Mastering Process and System Monitoring in Linux: Essential Tools and Techniques

Introduction:

Monitoring processes and systems in Linux is essential for maintaining smooth operation. Linux provides a variety of tools that help track performance, manage resources, and resolve issues before they escalate into bigger problems. In this blog, I will explore some of the most effective commands and techniques to help you monitor and optimize your Linux system with ease.


Tasks:

  1. Monitor running processes using ps, top, htop, and pidstat.
  2. Manage processes (kill, pkill, nice, renice, systemctl).
  3. Check system performance metrics such as CPU, memory, and disk I/O using vmstat, iostat, sar and free.
  4. Monitor log files using tail, head, less, and journalctl.

1. Monitor Running Processes:

Tools like ps, top, htop, and pidstat help you inspect and monitor processes.

Example:

1.1) View running processes: ps

Example:

ps aux | grep jenkins

This shows all processes related to Jenkins, along with their PID and memory usage.

1.2) Inspect system-wide process details: top

top

Provides a live view of system processes and CPU and memory usage statistics.

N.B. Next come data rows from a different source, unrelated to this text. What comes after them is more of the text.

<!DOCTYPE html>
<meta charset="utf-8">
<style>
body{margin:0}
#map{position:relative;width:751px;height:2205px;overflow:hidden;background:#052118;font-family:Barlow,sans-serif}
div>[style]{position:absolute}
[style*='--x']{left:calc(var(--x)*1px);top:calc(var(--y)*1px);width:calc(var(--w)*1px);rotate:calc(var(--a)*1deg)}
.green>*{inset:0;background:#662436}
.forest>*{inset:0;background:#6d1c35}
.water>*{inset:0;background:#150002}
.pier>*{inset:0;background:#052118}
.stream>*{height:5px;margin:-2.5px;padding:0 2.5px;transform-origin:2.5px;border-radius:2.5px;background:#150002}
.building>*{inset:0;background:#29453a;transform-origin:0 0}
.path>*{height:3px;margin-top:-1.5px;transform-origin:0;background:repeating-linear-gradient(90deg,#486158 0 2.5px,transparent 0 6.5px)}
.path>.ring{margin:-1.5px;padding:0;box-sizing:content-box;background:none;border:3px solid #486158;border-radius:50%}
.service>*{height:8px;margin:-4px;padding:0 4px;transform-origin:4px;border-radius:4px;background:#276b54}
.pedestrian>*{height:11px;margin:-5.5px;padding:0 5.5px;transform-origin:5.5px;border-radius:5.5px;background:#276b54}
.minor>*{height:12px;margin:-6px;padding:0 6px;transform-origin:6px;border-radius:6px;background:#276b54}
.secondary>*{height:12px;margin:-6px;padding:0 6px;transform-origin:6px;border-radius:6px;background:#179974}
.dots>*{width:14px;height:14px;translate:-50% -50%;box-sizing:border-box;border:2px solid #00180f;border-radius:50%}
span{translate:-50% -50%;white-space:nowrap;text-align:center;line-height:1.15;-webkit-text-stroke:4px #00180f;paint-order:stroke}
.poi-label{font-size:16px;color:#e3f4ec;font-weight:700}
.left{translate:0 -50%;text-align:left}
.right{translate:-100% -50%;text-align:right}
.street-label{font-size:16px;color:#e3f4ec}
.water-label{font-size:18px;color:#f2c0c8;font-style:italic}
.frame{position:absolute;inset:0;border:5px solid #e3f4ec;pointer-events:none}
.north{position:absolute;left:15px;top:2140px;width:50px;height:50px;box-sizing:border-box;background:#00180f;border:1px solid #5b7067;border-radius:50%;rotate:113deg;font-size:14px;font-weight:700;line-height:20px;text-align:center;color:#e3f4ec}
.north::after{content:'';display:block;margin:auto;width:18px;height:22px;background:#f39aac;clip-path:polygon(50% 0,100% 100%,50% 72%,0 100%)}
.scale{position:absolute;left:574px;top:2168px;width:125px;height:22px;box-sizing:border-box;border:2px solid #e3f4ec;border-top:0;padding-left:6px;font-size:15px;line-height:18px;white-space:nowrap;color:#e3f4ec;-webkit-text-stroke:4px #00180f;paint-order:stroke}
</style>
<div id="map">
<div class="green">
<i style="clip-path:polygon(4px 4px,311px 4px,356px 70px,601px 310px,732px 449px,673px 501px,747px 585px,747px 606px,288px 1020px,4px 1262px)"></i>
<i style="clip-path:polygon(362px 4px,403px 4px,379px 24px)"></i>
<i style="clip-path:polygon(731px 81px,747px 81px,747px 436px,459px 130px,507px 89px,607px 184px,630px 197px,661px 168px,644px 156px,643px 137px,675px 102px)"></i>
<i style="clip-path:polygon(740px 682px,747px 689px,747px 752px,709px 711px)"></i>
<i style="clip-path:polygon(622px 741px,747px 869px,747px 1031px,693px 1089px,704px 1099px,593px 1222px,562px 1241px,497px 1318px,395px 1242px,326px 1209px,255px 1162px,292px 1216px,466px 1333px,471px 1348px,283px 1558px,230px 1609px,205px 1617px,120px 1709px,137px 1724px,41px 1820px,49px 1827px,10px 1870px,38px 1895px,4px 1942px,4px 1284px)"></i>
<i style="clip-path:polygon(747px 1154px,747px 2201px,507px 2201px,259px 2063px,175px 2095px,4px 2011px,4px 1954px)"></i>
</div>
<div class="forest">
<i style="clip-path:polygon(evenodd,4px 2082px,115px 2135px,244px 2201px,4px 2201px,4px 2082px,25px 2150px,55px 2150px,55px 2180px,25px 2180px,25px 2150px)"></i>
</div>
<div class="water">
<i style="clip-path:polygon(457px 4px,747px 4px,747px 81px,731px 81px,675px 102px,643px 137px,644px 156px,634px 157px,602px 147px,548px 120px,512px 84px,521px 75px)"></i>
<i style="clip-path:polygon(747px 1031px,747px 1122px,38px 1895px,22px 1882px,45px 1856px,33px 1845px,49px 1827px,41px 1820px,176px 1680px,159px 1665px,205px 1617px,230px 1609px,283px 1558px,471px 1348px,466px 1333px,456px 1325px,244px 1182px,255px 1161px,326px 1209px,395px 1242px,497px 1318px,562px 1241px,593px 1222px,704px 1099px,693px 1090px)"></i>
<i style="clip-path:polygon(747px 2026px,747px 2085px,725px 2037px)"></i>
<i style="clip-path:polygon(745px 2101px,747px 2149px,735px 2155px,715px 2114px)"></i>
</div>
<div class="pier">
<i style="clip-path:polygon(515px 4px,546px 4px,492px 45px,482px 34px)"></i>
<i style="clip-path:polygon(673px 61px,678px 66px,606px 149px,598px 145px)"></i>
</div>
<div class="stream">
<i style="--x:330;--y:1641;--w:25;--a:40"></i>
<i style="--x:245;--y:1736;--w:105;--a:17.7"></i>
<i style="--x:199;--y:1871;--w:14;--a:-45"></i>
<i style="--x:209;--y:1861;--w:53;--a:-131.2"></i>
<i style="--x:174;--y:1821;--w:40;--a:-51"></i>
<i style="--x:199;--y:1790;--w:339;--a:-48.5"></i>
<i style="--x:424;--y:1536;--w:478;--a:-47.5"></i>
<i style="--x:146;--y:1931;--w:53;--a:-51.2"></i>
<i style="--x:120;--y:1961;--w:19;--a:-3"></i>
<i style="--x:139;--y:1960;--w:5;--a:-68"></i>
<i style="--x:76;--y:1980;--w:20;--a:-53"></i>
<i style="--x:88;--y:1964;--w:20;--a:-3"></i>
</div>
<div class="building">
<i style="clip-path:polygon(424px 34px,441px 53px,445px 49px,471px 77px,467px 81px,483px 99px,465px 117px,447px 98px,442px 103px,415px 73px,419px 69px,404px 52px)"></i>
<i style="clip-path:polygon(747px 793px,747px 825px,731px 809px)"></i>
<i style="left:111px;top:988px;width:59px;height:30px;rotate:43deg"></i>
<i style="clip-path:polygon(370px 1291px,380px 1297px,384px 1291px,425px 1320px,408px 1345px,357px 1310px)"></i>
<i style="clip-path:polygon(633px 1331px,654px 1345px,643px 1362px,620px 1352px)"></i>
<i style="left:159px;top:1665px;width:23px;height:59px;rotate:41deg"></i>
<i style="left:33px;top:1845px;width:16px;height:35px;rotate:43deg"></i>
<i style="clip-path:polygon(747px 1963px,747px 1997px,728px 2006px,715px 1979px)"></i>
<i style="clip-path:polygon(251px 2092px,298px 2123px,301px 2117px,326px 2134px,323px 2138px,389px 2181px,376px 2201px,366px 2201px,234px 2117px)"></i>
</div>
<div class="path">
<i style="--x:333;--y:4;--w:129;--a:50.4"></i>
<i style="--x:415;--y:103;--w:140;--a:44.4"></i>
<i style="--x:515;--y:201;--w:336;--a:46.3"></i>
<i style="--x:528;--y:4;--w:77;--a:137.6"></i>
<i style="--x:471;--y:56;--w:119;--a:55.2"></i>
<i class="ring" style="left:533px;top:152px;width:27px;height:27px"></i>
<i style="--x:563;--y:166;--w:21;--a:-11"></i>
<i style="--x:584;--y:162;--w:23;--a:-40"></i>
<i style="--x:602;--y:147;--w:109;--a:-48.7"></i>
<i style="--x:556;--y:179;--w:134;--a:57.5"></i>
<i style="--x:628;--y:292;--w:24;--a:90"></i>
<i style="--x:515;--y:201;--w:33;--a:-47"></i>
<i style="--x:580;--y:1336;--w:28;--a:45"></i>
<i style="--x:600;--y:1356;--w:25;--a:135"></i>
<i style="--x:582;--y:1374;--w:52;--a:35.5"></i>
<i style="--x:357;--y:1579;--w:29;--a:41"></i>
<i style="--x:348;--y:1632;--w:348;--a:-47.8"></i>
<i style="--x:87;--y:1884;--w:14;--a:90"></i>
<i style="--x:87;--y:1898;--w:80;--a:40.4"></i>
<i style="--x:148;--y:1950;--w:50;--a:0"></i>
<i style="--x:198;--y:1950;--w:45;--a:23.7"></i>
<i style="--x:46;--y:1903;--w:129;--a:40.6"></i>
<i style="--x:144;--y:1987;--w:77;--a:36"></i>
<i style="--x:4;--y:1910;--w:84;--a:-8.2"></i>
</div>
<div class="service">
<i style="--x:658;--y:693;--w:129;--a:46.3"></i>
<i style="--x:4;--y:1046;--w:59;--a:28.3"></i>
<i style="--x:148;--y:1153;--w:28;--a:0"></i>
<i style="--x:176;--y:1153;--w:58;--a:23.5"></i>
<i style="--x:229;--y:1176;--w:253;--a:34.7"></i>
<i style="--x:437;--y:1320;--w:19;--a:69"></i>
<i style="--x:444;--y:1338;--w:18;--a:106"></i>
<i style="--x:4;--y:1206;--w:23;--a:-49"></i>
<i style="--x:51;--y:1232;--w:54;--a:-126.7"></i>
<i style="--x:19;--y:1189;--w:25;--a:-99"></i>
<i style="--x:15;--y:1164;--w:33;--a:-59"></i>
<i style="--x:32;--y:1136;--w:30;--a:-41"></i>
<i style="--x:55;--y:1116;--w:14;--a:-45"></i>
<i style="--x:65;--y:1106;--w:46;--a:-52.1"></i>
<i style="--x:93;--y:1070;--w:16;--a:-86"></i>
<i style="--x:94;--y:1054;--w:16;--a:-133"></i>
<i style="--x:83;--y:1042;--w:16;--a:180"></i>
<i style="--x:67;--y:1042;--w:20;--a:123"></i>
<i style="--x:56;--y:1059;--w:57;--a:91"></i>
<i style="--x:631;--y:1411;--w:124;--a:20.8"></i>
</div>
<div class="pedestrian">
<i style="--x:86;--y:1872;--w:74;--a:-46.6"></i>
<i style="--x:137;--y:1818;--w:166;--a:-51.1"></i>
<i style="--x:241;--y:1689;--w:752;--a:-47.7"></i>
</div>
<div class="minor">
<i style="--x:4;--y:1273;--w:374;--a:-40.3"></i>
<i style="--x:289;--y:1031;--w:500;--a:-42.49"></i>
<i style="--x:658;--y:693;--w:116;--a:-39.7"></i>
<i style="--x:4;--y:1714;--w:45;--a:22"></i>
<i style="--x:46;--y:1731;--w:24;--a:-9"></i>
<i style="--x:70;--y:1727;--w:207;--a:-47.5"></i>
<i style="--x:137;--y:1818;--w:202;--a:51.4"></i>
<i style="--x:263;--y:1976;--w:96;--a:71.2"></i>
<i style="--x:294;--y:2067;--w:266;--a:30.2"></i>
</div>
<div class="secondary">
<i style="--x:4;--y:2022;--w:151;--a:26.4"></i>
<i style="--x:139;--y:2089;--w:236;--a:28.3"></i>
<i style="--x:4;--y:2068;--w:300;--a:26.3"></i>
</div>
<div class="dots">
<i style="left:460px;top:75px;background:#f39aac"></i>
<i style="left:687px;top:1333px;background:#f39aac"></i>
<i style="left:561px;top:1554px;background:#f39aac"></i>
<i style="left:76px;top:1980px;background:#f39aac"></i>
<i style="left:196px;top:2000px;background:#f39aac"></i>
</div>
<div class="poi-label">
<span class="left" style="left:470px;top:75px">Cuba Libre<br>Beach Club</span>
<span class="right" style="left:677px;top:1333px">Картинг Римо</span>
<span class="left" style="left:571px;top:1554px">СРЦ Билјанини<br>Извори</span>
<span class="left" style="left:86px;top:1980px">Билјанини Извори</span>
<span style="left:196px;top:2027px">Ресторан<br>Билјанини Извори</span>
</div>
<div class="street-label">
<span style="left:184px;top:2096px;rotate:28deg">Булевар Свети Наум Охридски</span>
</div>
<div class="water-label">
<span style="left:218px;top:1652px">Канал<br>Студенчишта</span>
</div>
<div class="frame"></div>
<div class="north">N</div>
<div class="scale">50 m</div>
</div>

1.3) Use htop for interactive process management: htop

htop
  • Navigate the process list using arrow keys.
  • Search for Jenkins or Docker processes by pressing / and typing “jenkins”, “sshd” or “docker”.

Ex: Search for sshd service:

1.4) Check detailed stats of a specific process: pidstat

pidstat -p <PID>

Replace with the process ID of Jenkins or Docker to see CPU and memory usage.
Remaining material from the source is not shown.